Material provided: Begin

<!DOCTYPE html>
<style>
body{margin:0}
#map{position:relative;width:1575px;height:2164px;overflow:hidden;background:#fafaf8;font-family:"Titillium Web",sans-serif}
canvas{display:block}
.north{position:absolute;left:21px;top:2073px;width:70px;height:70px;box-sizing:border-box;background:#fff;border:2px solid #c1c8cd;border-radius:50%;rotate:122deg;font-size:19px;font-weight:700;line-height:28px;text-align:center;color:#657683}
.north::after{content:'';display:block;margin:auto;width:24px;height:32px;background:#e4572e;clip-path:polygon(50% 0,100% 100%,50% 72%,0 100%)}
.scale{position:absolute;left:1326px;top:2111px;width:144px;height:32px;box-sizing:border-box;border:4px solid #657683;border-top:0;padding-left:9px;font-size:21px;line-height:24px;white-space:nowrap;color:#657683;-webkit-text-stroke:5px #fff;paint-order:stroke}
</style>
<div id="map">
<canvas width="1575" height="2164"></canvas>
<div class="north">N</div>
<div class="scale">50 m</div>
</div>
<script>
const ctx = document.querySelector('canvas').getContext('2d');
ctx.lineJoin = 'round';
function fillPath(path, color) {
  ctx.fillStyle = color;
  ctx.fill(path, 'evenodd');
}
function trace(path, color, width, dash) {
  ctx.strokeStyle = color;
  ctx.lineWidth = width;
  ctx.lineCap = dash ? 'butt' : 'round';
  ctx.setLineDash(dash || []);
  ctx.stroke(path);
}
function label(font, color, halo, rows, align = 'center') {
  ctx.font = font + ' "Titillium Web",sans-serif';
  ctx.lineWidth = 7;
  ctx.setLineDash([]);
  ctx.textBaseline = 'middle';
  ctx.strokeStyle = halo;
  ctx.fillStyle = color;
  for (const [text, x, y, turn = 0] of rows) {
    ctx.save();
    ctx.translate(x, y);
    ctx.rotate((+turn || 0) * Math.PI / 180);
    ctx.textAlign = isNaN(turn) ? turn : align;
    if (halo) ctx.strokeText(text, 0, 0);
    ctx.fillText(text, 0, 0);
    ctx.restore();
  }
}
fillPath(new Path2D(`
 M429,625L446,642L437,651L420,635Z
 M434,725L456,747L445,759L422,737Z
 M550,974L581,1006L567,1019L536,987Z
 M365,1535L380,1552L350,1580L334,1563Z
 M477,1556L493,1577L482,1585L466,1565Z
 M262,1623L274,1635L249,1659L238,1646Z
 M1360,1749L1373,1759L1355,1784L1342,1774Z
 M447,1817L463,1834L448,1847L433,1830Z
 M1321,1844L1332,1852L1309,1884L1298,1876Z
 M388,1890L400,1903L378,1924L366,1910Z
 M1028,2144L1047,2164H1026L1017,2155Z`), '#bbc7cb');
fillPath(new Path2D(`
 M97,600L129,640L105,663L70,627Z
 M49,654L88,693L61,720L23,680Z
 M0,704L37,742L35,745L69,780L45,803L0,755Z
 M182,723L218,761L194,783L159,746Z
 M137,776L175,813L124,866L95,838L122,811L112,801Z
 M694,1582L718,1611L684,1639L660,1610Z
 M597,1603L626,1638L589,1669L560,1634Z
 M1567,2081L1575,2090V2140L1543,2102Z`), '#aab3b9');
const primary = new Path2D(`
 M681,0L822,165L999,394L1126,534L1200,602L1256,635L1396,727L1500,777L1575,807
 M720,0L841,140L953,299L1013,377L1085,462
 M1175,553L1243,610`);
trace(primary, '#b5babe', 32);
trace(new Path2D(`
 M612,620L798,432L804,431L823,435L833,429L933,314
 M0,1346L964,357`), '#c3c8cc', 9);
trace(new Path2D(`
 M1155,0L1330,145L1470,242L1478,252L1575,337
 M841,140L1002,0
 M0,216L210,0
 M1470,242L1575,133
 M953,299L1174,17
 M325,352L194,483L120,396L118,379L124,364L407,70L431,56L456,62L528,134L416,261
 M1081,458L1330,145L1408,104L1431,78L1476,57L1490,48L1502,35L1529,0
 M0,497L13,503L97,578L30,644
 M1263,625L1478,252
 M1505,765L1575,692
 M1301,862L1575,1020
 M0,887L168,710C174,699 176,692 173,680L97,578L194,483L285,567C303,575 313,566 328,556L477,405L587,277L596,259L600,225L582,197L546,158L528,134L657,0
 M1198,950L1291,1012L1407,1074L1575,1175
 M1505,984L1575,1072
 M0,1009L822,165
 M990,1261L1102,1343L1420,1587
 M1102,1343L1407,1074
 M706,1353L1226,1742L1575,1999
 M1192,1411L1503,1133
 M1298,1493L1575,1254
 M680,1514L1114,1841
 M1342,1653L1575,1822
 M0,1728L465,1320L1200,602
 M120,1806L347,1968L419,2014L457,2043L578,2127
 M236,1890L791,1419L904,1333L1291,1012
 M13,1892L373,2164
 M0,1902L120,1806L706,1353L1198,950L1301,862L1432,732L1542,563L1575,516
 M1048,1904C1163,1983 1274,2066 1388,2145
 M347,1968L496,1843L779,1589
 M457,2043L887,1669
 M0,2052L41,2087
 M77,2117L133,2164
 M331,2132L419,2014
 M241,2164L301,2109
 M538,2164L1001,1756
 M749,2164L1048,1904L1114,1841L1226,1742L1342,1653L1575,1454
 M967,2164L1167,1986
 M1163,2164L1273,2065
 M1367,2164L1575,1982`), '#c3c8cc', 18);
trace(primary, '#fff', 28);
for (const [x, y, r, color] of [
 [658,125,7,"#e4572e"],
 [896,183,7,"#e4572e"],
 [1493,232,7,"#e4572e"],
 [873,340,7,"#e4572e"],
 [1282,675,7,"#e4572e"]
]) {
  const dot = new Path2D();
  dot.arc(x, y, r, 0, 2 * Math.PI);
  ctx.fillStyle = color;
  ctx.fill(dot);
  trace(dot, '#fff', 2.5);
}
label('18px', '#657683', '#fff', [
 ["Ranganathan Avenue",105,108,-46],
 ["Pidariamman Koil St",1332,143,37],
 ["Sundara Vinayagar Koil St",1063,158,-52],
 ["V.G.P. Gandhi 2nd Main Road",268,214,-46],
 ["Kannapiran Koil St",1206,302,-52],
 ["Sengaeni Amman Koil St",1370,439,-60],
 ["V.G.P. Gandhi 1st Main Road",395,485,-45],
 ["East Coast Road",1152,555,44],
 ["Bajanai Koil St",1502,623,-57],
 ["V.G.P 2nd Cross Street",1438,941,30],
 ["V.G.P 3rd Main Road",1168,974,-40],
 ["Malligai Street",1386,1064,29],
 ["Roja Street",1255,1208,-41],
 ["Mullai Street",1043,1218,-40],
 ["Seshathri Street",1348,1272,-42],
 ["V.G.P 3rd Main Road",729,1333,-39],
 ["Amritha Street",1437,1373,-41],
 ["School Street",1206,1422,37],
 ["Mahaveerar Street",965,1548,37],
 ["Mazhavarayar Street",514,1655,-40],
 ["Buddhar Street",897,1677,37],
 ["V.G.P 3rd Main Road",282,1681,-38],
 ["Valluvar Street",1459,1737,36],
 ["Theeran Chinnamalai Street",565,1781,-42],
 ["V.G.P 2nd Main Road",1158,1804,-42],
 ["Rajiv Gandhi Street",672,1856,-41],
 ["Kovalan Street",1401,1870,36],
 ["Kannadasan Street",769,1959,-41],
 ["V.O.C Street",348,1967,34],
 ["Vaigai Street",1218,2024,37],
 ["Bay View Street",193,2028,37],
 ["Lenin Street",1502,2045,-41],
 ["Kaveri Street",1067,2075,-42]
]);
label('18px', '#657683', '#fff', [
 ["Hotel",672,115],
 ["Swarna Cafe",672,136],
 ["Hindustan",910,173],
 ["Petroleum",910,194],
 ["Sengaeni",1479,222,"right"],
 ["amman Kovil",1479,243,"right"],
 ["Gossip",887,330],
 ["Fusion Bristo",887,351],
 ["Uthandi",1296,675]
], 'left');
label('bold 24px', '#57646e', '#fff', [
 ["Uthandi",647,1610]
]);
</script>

Material provided: End

#### Exercise directions
Would you copy out exactly the lines above that start at the one containing "function label(font, color, halo, rows, align" and end at the one containing "ctx.textAlign = isNaN(turn)", inclusive?

#### Result of the exercise
function label(font, color, halo, rows, align = 'center') {
  ctx.font = font + ' "Titillium Web",sans-serif';
  ctx.lineWidth = 7;
  ctx.setLineDash([]);
  ctx.textBaseline = 'middle';
  ctx.strokeStyle = halo;
  ctx.fillStyle = color;
  for (const [text, x, y, turn = 0] of rows) {
    ctx.save();
    ctx.translate(x, y);
    ctx.rotate((+turn || 0) * Math.PI / 180);
    ctx.textAlign = isNaN(turn) ? turn : align;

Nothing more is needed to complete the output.